The title is a reference to the
estimated 11 million immigrants
currently making a life in the United
States without legal documents. And in a
conversation this week, I asked Mahony
the first native-born Angeleno to serve
as archbishop why this issue, among
all others, so animates him.
"If you go back to my earliest years as
a seminarian and as a priest," he said,
"these are the people to whom I've been
most devoted and of whom I've been most
admiring."
In his statement, Mahony amplifies
personal history, writing "while growing
up in the San Fernando Valley, I came in
contact with those Mexican American men
and women who worked for my parents at
their poultry processing plant.
They became my friends. During my years
as a seminarian at Saint John's Seminary
in Camarillo, several of us seminarians
were able to accompany priests to the
farm labor camps where Mass was offered
.... After my ordination to the
priesthood, I served in the San Joaquin
Valley and was always deeply touched by
the faith, traditions and commitment to
family on the part of countless
immigrants across the Valley .... The
efforts of Cesar Chavez to improve the
salaries and working conditions of
thousands of farm workers in our state
greatly inspired me."
With an academic background in social
work, Mahony who served as the first
head of California's Agricultural Labor
Relations Board always has had a
capacity, unusual among clerics, to
engage the practical details of applying
social morality to policy.

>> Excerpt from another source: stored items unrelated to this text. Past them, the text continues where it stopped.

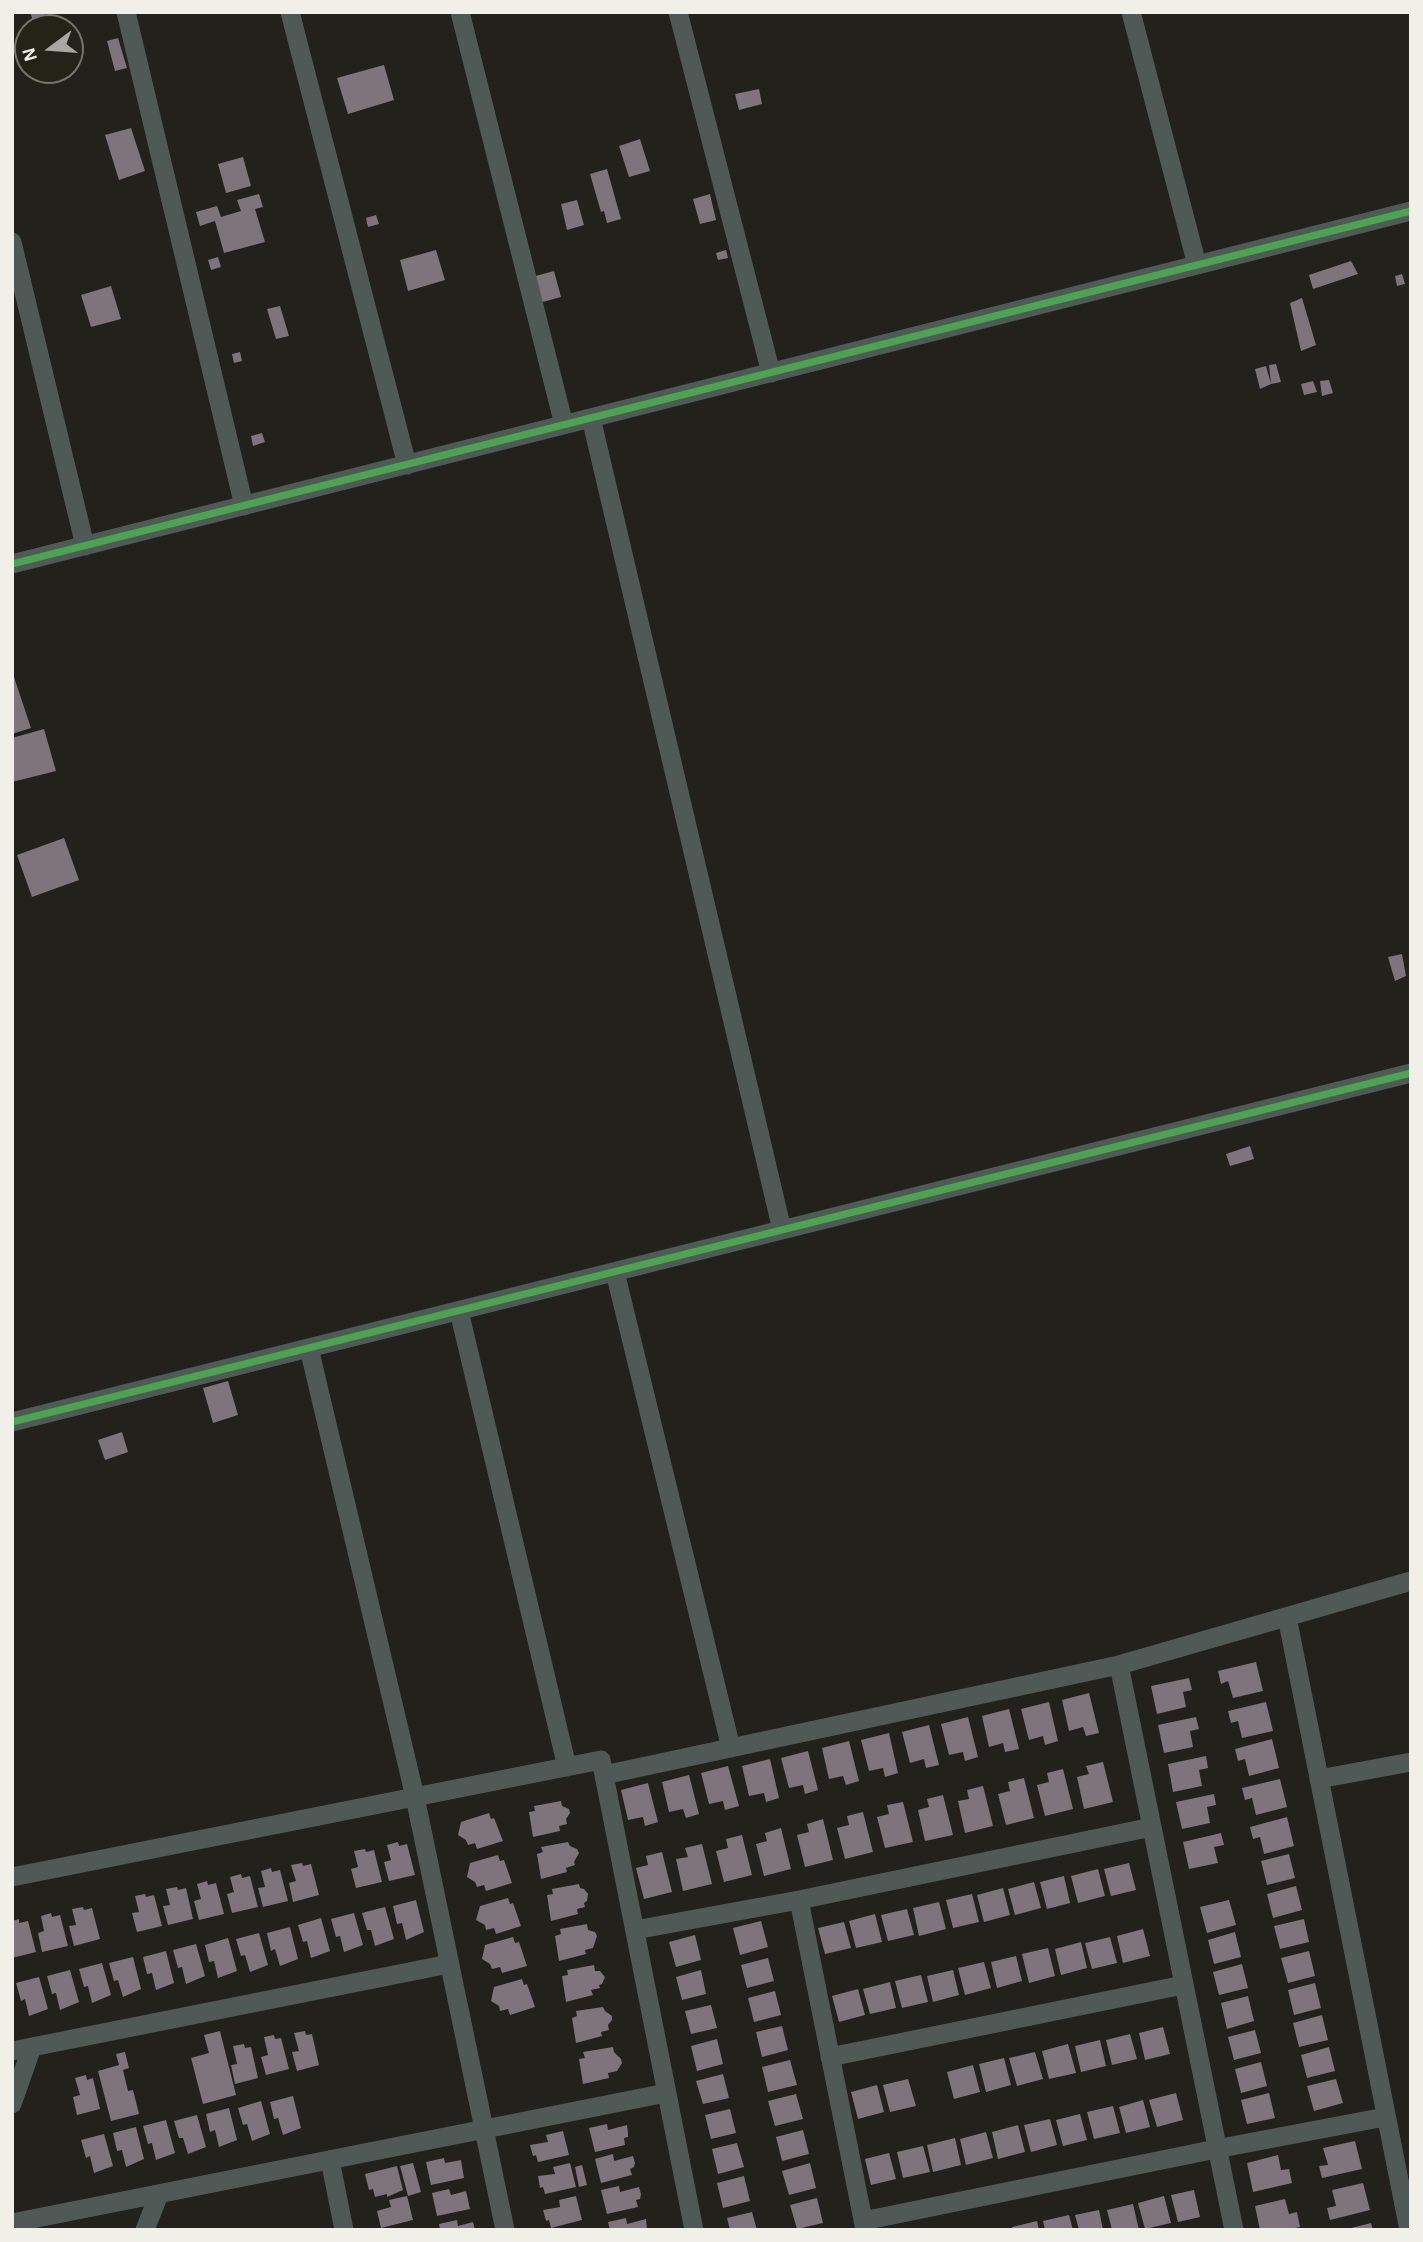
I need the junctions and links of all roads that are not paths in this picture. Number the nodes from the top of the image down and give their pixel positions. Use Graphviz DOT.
graph roads {
  1 [pos="125,12"];
  2 [pos="290,12"];
  3 [pos="460,12"];
  4 [pos="678,12"];
  5 [pos="1131,12"];
  6 [pos="1411,211"];
  7 [pos="12,242"];
  8 [pos="1197,265"];
  9 [pos="771,373"];
  10 [pos="591,418"];
  11 [pos="564,425"];
  12 [pos="407,465"];
  13 [pos="244,506"];
  14 [pos="85,546"];
  15 [pos="12,564"];
  16 [pos="1411,1073"];
  17 [pos="782,1230"];
  18 [pos="615,1272"];
  19 [pos="459,1311"];
  20 [pos="309,1348"];
  21 [pos="12,1422"];
  22 [pos="1411,1581"];
  23 [pos="1287,1616"];
  24 [pos="1119,1665"];
  25 [pos="731,1748"];
  26 [pos="1411,1762"];
  27 [pos="567,1767"];
  28 [pos="604,1775"];
  29 [pos="1320,1779"];
  30 [pos="415,1797"];
  31 [pos="1152,1827"];
  32 [pos="12,1877"];
  33 [pos="799,1900"];
  34 [pos="635,1930"];
  35 [pos="449,1964"];
  36 [pos="1183,1985"];
  37 [pos="32,2047"];
  38 [pos="12,2051"];
  39 [pos="830,2057"];
  40 [pos="666,2093"];
  41 [pos="12,2104"];
  42 [pos="1385,2117"];
  43 [pos="484,2129"];
  44 [pos="1216,2148"];
  45 [pos="330,2160"];
  46 [pos="159,2194"];
  47 [pos="337,2199"];
  48 [pos="12,2223"];
  49 [pos="864,2225"];
  50 [pos="145,2230"];
  51 [pos="326,2230"];
  52 [pos="344,2230"];
  53 [pos="505,2230"];
  54 [pos="694,2230"];
  55 [pos="1234,2230"];
  56 [pos="1409,2230"];
  1 -- 13 [label="street"];
  2 -- 12 [label="street"];
  3 -- 11 [label="street"];
  4 -- 9 [label="street"];
  5 -- 8 [label="street"];
  6 -- 8 [label="street"];
  7 -- 14 [label="street"];
  8 -- 9 [label="street"];
  9 -- 10 [label="street"];
  10 -- 11 [label="street"];
  10 -- 17 [label="street"];
  11 -- 12 [label="street"];
  12 -- 13 [label="street"];
  13 -- 14 [label="street"];
  14 -- 15 [label="street"];
  16 -- 17 [label="street"];
  17 -- 18 [label="street"];
  18 -- 19 [label="street"];
  18 -- 25 [label="street"];
  19 -- 20 [label="street"];
  19 -- 27 [label="street"];
  20 -- 21 [label="street"];
  20 -- 30 [label="street"];
  22 -- 23 [label="street"];
  23 -- 24 [label="street"];
  23 -- 29 [label="street"];
  24 -- 25 [label="street"];
  24 -- 31 [label="street"];
  25 -- 28 [label="street"];
  26 -- 29 [label="street"];
  27 -- 28 [label="street"];
  27 -- 30 [label="street"];
  28 -- 34 [label="street"];
  29 -- 42 [label="street"];
  30 -- 32 [label="street"];
  30 -- 35 [label="street"];
  31 -- 33 [label="street"];
  31 -- 36 [label="street"];
  33 -- 34 [label="street"];
  33 -- 39 [label="street"];
  34 -- 40 [label="street"];
  35 -- 37 [label="street"];
  35 -- 43 [label="street"];
  36 -- 39 [label="street"];
  36 -- 44 [label="street"];
  37 -- 38 [label="street"];
  37 -- 41 [label="street"];
  39 -- 49 [label="street"];
  40 -- 43 [label="street"];
  40 -- 54 [label="street"];
  42 -- 44 [label="street"];
  42 -- 56 [label="street"];
  43 -- 45 [label="street"];
  43 -- 53 [label="street"];
  44 -- 49 [label="street"];
  44 -- 55 [label="street"];
  45 -- 46 [label="street"];
  45 -- 47 [label="street"];
  46 -- 48 [label="street"];
  46 -- 50 [label="street"];
  47 -- 51 [label="street"];
  47 -- 52 [label="street"];
}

Thus, he sees
an opening still for comprehensive
immigration reform, which he believes
has been impeded by the recession.
He intends, moreover, to devote a
substantial portion of his effort to
universities because, as he told me,
"Young people get this issue."
That, plus polling data that demonstrate
a continuing appetite for some sort of
path to legal residency and citizenship
for undocumented immigrant workers,
makes him optimistic on an issue many
would rather avoid.
I asked Mahony how he responds to
critics who charge the church's and
his position on immigration is less a
consequence of principle than of
expediency. Newcomers, after all, are
filling pews increasingly vacated by
alienated or indifferent Catholics of
European descent and helping to maintain
the church's position as the country's
largest religious denomination. The
cardinal chuckled and quipped, "If
that's the only way we can attract
people, we'd be doing such a poor job of
proclaiming the Gospel that we'd have
gone out of business years ago."
Then, as he always does, Mahony quickly
returned to the hard numbers he believes
support the immigrants' case and
vindicate the church's position on the
issue. "More than 40% of our 11 million
immigrant people came here with visas on
airplanes and simply stayed on when
their visas expired. Very few of those
immigrants are Hispanic or Catholic. We
have no system in this country for
tracking people with expired visas, and
we need to make more stringent tracking
of visa holders part of any
comprehensive immigration reform. And I
support that."
In his statement this week, Mahony
writes "I suspect many anti-immigrant
feelings and sentiments arise from
frustration with the seeming inability,
or the unwillingness, to fix our broken
immigration system," but he hopes to
"encourage all of us to get to know our
immigrant neighbors more personally. We
will discover their core values are the
same as ours .... Once we put a human
face on an immigrant, the stereotypes
begin to dissolve."
Immigration is one of those contested
social questions on which goodwill and
reason are in increasingly short supply.
The approach Mahony is now pursuing is
so self-evidently rooted in our common
moral wisdom and the practical realities
of our economy and politics that those
who refuse to engage the issue on this
basis bear the burden of showing why.